Task item
Every line holding "path" should be copied from the records below.

Supplied records
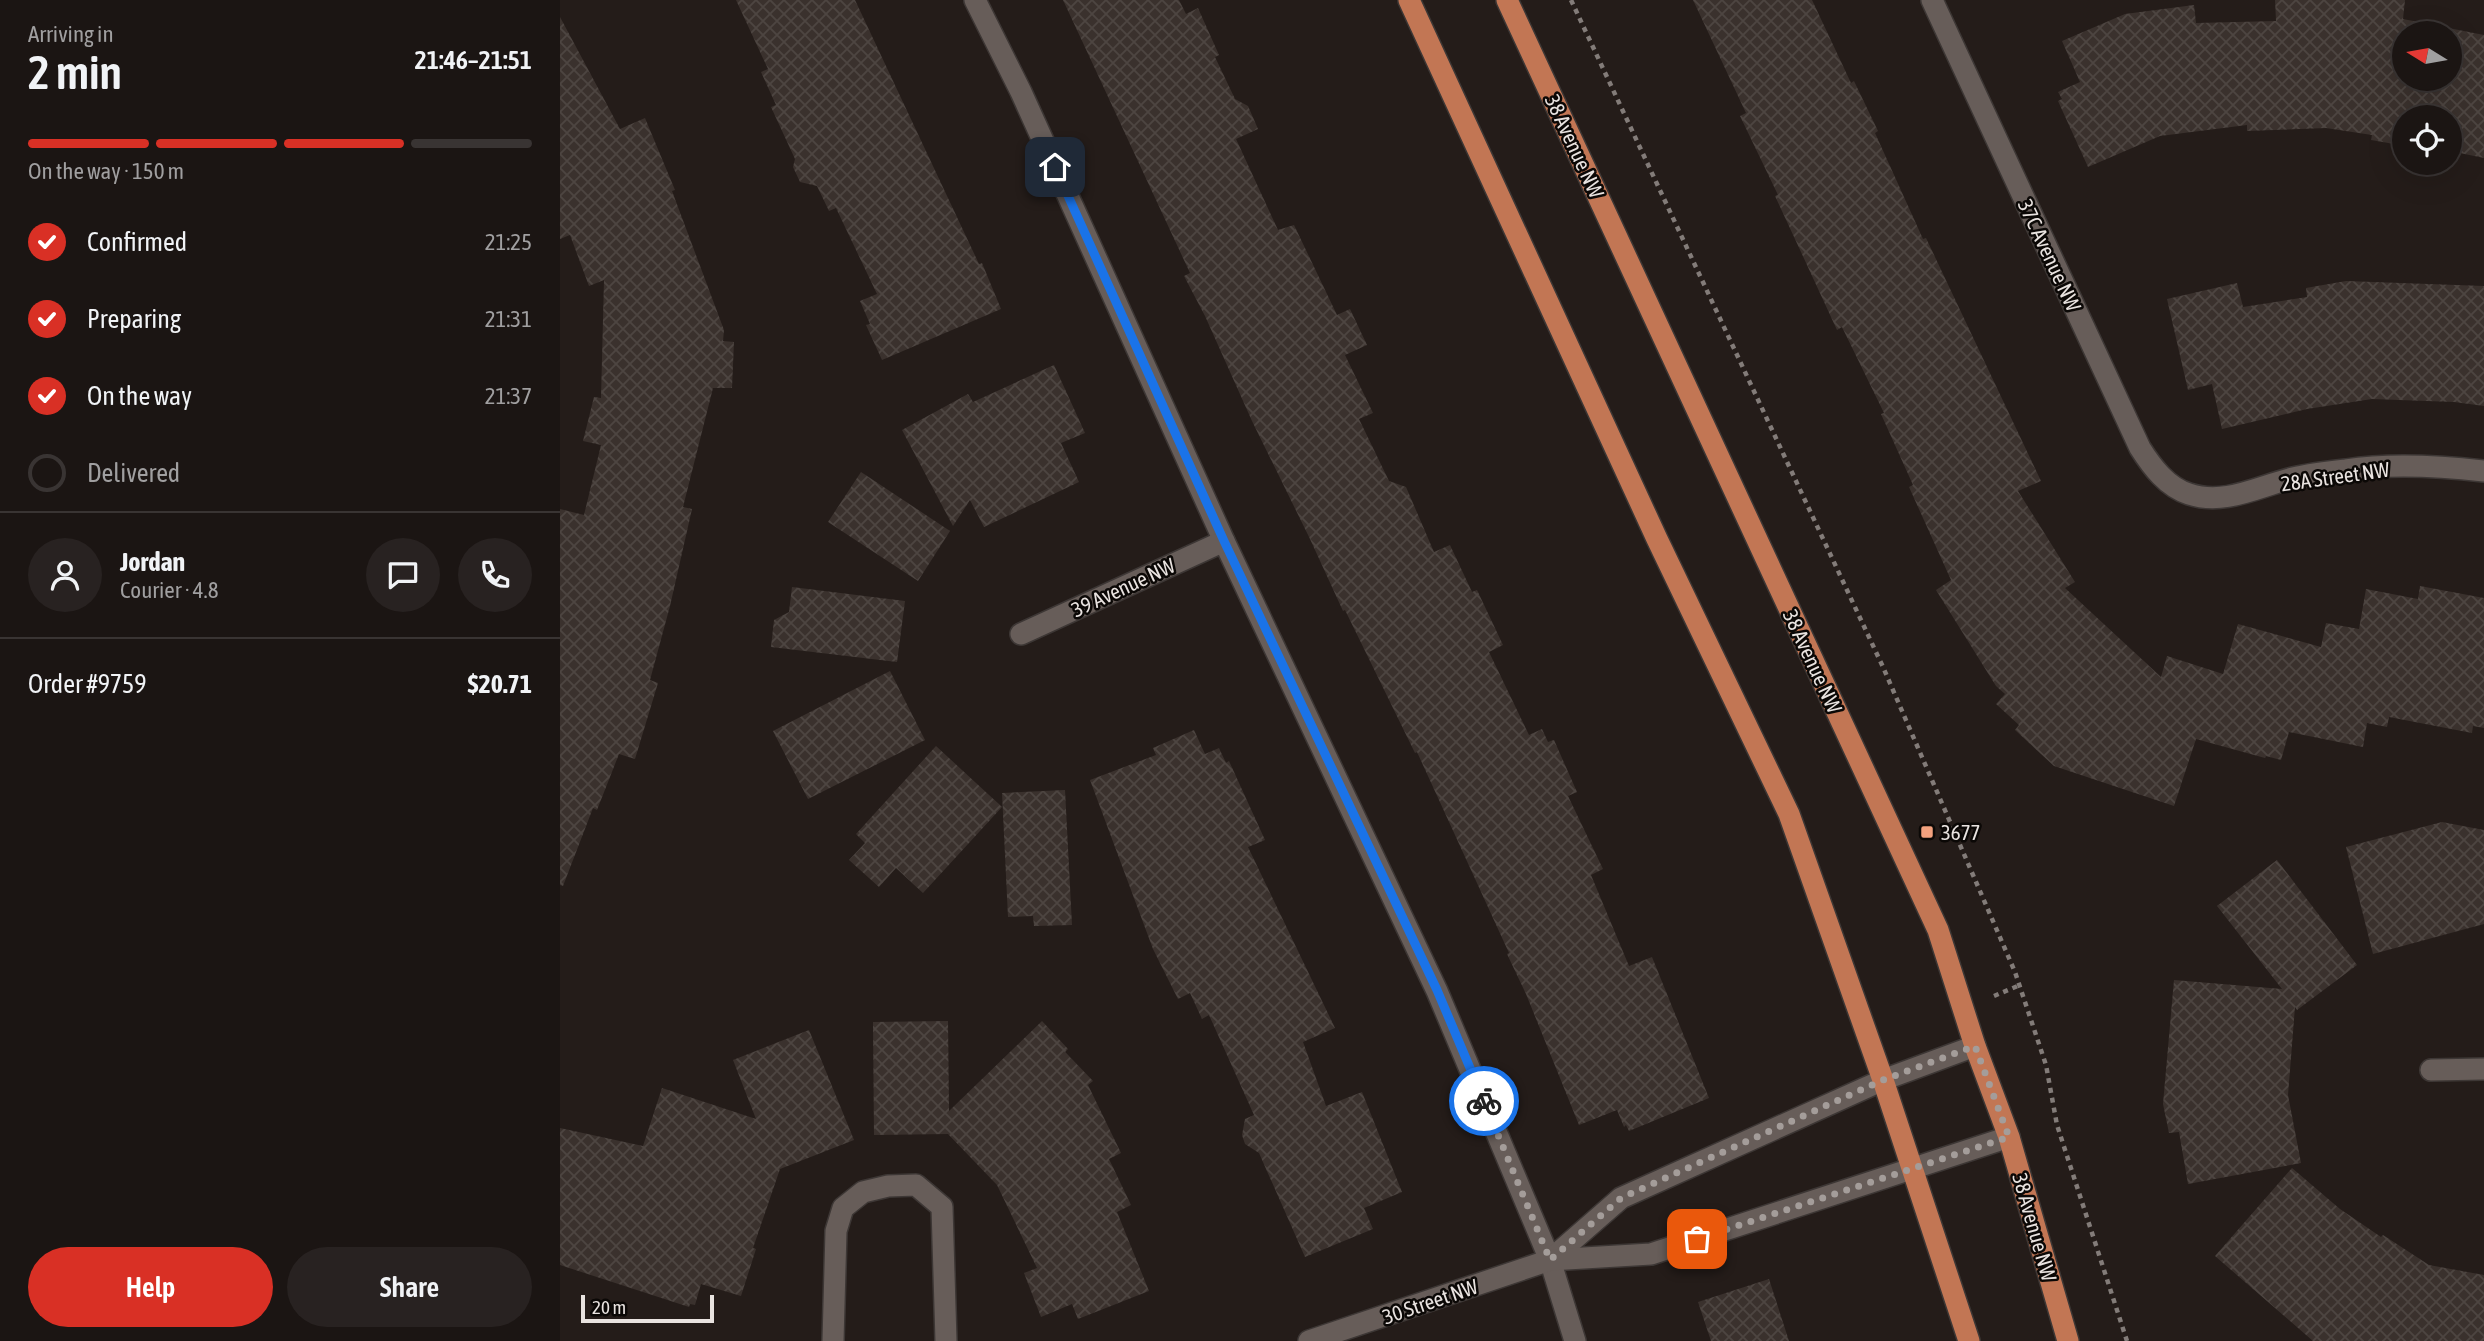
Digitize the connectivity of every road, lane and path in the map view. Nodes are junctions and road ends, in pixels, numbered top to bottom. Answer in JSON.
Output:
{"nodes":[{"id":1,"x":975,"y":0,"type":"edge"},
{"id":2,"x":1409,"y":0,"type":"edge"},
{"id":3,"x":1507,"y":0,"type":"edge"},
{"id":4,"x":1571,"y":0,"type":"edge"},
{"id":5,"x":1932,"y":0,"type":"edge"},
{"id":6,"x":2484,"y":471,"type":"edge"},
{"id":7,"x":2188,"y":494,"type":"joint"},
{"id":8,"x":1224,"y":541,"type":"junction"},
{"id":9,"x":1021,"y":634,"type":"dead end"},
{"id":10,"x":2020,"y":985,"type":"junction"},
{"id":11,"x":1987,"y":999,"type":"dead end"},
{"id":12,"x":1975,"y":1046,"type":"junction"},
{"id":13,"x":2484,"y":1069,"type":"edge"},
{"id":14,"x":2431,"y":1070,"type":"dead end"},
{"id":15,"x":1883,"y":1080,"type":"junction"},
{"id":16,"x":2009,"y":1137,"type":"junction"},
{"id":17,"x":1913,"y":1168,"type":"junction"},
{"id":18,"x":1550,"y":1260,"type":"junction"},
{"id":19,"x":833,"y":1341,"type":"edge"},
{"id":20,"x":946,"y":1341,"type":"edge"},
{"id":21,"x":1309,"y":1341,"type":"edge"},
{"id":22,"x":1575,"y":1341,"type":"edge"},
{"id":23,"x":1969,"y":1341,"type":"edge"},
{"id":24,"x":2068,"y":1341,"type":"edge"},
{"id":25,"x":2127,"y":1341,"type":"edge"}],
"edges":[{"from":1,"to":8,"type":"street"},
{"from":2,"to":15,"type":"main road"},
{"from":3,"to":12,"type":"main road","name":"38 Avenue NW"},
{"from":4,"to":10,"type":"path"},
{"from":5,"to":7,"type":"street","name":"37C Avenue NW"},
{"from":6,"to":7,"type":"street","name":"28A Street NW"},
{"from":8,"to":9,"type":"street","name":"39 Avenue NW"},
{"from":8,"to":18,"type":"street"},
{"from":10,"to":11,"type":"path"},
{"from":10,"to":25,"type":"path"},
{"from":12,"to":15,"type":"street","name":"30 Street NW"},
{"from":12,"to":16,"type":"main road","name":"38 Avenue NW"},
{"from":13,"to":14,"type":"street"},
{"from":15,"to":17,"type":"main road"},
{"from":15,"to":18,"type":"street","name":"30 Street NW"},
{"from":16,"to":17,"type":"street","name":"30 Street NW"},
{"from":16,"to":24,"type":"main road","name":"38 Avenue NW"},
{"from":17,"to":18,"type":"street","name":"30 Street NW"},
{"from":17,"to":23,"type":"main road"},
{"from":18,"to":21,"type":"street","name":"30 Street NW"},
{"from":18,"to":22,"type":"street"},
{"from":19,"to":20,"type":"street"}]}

Exercise response
Digitize the connectivity of every road, lane and path in the map view. Nodes are junctions and road ends, in pixels, numbered top to bottom. Answer in JSON.
{"from":4,"to":10,"type":"path"},
{"from":10,"to":11,"type":"path"},
{"from":10,"to":25,"type":"path"},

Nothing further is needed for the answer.